Ruby 3 JIT can make Rails faster

RubyKaig 2018 / The Method JIT Compiler for Ruby 2.6

"MJIT Does Not Improve Rails Performance"

As I wrote in Ruby 3.0.0 Release Note and my previous post, we thought:

Why does Rails become slower on Ruby 3’s JIT?

People have thought:

Is it because we use C compilers?

MJIT writes C code and invokes a C compiler to generate native code. Slow compilation time aside, which doesn't impact the peak performance, I see two performance problems in using C compilers as a JIT backend.

i-cache misses by compiling many methods?

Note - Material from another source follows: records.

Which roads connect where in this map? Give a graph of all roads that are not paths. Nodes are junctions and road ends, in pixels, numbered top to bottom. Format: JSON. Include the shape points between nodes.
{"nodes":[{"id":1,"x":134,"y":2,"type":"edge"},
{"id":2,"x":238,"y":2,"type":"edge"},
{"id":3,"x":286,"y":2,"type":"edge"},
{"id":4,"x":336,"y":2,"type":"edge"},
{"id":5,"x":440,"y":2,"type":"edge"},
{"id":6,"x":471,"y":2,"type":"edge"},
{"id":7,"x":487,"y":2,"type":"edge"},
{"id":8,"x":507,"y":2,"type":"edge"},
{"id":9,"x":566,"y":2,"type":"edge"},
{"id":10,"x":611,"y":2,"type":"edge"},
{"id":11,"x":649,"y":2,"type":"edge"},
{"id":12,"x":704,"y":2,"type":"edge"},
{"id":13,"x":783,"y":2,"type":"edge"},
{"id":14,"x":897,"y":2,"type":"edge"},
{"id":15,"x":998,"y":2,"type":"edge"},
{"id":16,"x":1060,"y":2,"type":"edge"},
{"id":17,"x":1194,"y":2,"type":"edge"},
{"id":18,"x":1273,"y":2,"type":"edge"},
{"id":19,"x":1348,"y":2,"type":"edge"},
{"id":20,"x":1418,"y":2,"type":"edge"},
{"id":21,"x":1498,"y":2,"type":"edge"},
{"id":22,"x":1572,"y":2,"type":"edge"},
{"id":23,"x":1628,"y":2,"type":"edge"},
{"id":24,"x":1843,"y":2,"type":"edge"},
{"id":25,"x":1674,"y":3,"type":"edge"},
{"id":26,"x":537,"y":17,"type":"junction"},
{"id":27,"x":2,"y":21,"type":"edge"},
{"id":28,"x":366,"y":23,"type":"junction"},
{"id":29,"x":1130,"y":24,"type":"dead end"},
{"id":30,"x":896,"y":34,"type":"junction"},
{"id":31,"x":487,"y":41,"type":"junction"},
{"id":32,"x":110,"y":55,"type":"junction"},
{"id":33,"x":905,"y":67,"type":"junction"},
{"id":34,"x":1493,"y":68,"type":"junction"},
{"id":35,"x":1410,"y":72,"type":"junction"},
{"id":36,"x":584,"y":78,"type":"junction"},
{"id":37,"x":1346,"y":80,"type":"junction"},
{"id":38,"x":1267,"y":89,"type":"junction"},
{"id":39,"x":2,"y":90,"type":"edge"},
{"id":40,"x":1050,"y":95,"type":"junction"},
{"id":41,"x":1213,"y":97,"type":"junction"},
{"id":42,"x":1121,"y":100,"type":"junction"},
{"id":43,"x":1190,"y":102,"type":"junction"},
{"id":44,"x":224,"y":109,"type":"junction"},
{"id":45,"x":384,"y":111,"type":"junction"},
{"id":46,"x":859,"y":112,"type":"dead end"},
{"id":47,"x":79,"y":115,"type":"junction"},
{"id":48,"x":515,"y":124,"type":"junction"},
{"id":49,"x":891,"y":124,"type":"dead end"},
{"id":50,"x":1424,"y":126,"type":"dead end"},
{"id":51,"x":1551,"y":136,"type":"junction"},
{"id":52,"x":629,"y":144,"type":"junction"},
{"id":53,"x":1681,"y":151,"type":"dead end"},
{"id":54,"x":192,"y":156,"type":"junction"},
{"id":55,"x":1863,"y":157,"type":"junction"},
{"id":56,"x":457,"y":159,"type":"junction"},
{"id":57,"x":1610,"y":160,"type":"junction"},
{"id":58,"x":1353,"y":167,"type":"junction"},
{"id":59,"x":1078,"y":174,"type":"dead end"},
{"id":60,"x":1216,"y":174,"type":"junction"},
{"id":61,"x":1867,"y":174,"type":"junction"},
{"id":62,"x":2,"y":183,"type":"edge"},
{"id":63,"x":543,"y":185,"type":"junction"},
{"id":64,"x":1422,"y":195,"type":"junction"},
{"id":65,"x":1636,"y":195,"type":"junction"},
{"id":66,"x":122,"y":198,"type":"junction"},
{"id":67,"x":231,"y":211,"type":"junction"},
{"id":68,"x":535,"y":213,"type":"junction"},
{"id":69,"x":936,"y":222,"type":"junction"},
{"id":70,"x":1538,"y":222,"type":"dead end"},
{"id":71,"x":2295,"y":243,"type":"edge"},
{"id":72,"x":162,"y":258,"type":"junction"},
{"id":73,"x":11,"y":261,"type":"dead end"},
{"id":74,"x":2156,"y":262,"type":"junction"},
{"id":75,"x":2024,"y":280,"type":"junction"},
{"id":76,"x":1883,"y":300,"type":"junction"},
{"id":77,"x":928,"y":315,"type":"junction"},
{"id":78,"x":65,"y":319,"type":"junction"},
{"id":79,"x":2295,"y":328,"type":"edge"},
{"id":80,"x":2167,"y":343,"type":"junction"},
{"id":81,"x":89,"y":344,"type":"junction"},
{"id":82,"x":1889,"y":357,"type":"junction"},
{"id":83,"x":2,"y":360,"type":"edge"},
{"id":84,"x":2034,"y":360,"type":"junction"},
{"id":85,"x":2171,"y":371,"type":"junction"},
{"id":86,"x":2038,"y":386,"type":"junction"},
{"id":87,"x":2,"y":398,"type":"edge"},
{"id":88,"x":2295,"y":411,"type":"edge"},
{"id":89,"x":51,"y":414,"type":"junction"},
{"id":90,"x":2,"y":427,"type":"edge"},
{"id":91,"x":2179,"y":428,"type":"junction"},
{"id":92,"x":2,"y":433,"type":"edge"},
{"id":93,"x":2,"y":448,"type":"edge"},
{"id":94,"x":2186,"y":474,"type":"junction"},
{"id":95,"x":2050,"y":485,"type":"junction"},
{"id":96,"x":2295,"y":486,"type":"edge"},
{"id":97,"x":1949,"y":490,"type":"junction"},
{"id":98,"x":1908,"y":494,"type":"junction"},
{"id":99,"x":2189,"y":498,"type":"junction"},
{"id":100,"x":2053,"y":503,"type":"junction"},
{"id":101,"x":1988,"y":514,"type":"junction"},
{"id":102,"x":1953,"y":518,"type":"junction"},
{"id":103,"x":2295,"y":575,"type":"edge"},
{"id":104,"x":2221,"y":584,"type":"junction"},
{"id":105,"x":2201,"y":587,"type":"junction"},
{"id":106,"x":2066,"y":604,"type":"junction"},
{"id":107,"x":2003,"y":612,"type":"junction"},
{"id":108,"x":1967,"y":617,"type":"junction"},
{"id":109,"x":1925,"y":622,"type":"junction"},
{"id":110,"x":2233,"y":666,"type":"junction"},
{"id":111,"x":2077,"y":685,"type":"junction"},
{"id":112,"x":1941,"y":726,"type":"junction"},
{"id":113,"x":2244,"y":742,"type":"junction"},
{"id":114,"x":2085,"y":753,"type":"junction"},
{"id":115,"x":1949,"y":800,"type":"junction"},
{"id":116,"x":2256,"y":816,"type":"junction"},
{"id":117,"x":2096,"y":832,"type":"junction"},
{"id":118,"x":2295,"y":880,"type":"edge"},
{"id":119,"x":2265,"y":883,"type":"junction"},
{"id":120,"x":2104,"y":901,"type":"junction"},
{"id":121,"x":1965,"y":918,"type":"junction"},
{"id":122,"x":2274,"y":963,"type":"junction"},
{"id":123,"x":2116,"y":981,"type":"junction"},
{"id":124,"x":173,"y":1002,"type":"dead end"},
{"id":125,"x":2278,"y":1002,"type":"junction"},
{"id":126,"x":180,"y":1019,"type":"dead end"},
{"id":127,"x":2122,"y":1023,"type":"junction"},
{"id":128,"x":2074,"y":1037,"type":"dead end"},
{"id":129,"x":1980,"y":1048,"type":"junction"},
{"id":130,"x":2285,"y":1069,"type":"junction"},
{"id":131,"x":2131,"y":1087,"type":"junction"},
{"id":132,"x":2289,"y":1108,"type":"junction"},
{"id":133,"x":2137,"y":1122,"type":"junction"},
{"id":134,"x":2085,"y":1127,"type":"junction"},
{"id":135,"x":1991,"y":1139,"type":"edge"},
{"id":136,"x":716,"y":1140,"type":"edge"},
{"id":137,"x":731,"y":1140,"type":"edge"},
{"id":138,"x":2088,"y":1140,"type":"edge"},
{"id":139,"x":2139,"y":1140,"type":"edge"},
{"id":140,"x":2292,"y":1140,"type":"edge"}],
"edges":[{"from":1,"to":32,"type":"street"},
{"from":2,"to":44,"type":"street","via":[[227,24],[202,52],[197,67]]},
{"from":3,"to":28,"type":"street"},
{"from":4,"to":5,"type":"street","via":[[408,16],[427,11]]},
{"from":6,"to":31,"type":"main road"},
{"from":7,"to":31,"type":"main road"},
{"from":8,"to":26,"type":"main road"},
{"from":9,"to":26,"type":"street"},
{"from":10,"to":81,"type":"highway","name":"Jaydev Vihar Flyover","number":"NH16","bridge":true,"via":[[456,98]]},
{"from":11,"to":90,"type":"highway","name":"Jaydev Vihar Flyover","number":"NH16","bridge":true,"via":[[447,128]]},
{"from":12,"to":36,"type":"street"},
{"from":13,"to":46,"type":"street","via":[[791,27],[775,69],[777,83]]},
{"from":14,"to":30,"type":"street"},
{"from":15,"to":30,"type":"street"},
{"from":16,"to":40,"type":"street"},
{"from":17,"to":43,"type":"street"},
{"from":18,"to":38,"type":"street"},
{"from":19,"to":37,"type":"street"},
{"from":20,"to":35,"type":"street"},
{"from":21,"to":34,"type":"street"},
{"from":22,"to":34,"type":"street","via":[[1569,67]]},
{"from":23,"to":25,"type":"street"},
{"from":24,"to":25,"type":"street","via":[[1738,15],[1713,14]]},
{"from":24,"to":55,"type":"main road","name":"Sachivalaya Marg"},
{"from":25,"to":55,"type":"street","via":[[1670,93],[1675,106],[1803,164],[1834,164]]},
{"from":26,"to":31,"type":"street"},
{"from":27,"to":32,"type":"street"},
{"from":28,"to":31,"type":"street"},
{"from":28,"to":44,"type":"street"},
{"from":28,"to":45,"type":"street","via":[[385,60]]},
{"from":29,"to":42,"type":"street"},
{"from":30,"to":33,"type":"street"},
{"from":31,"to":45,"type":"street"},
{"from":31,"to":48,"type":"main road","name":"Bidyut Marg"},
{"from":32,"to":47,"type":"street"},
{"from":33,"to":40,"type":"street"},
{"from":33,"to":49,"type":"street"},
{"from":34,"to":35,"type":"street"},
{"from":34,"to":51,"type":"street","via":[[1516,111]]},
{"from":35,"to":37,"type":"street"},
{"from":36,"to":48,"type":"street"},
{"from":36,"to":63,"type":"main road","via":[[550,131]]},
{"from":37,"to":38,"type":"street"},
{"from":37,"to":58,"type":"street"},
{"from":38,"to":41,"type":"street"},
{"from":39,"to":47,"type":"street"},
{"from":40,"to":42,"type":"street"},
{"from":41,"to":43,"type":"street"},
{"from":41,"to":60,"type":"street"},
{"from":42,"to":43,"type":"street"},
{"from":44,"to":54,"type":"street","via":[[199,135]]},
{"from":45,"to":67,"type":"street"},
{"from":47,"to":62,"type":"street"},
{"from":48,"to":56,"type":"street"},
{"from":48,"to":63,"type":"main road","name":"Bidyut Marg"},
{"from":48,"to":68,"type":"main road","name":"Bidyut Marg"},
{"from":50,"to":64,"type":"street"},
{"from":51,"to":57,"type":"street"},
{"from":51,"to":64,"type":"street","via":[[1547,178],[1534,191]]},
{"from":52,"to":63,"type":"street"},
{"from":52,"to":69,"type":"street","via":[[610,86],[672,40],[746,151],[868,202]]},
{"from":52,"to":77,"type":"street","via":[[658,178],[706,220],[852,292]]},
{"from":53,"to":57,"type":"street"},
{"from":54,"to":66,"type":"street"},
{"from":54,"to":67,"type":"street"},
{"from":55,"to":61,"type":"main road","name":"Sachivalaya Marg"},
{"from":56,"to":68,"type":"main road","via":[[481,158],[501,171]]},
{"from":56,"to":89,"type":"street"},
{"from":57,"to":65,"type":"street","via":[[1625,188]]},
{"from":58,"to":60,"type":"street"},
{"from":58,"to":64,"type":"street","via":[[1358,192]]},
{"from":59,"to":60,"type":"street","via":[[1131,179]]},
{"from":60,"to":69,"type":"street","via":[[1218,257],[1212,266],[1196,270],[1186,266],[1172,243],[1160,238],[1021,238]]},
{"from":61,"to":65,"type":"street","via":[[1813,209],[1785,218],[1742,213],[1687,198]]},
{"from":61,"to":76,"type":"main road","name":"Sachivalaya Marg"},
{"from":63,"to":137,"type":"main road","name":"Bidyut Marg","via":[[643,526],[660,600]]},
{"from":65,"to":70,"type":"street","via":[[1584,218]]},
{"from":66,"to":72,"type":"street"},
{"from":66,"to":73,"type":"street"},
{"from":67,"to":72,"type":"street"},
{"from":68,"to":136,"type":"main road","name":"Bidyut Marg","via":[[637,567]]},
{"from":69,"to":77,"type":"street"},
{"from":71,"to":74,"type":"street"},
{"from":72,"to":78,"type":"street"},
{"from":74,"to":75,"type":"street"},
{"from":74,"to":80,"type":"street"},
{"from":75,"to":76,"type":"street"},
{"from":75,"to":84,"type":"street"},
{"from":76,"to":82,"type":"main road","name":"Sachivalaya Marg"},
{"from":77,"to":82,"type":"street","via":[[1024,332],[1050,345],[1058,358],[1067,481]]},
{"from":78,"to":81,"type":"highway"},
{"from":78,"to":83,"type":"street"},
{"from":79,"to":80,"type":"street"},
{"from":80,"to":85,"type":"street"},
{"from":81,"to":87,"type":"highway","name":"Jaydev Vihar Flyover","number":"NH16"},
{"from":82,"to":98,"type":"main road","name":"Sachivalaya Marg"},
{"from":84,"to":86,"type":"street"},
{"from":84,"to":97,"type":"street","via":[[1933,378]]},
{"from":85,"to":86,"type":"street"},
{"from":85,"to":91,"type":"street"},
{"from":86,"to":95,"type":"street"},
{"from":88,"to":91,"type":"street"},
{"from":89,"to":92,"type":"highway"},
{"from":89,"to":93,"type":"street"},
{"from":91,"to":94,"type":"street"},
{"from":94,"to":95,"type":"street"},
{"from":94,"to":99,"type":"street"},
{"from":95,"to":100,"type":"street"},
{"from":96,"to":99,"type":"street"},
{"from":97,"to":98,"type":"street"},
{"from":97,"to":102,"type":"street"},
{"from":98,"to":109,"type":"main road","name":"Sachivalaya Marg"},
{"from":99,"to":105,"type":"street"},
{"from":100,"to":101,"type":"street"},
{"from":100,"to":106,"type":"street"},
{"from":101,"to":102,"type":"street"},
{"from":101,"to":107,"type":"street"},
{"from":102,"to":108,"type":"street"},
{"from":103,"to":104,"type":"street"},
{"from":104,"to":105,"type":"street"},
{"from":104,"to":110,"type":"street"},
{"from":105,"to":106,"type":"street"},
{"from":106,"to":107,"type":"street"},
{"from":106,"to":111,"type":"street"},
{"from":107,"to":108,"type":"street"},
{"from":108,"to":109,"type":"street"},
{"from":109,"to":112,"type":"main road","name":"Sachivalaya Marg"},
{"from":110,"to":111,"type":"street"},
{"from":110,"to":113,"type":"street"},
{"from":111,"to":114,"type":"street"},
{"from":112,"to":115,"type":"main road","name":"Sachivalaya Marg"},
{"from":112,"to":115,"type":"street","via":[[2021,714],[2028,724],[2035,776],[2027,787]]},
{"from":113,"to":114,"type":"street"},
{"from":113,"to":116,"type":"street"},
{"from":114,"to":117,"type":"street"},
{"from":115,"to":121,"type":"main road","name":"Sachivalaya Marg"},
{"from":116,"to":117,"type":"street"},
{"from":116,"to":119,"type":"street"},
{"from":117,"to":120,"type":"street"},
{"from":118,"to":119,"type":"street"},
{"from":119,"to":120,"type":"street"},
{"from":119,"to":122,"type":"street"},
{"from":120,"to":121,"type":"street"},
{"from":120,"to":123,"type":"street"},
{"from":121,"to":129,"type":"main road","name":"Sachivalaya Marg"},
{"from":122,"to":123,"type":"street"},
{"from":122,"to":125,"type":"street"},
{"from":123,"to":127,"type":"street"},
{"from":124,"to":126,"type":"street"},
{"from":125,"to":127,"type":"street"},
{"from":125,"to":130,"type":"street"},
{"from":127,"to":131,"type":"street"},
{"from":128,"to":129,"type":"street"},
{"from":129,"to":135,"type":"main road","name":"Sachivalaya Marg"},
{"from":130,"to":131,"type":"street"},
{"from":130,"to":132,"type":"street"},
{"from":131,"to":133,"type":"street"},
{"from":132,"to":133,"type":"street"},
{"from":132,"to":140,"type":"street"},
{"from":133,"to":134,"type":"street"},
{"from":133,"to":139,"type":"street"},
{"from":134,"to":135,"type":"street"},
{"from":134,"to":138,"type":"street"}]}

I’ve measured JIT-ed code with Linux perf so many times. I even wrote a perf plugin for it. Through the investigation, I observed cycles stalled for filling i-cache. Because the number of i-cache misses generally increases when you compile more methods, we changed the default of --jit-max-cache from 1000 to 100 in Ruby 2.7 to address the problem. And it indeed helped Rails performance. So I’ve believed JIT-ing a lot of methods is a bad thing.

The “compile all” magic

Yes, that’s what we needed. If you compile all benchmarked methods instead of just the top 100 methods, the JIT makes Rails faster.

Sinatra Benchmark

This benchmark was from an article saying "enabling the JIT makes Sinatra 11% slower!", which just returns a static string from Sinatra.

Rails Simpler Bench

Rails Simpler Bench was authored by Noah Gibbs. The default benchmark endpoint returns a static text. So it's a Rails version of the above benchmark.

Railsbench

Railsbench measures the performance of HTML #show action of a controller generated by "rails g scaffold". It was originally headius/pgrailsbench used by the JRuby team, I forked it as k0kubun/railsbench to upgrade Rails, and Shopify/yjit-bench uses that too.

Discourse

Discourse is one of the most popular open-source Rails applications in the world. You can see it at Twitter Developers, GitHub Support, CircleCI Discuss, and more.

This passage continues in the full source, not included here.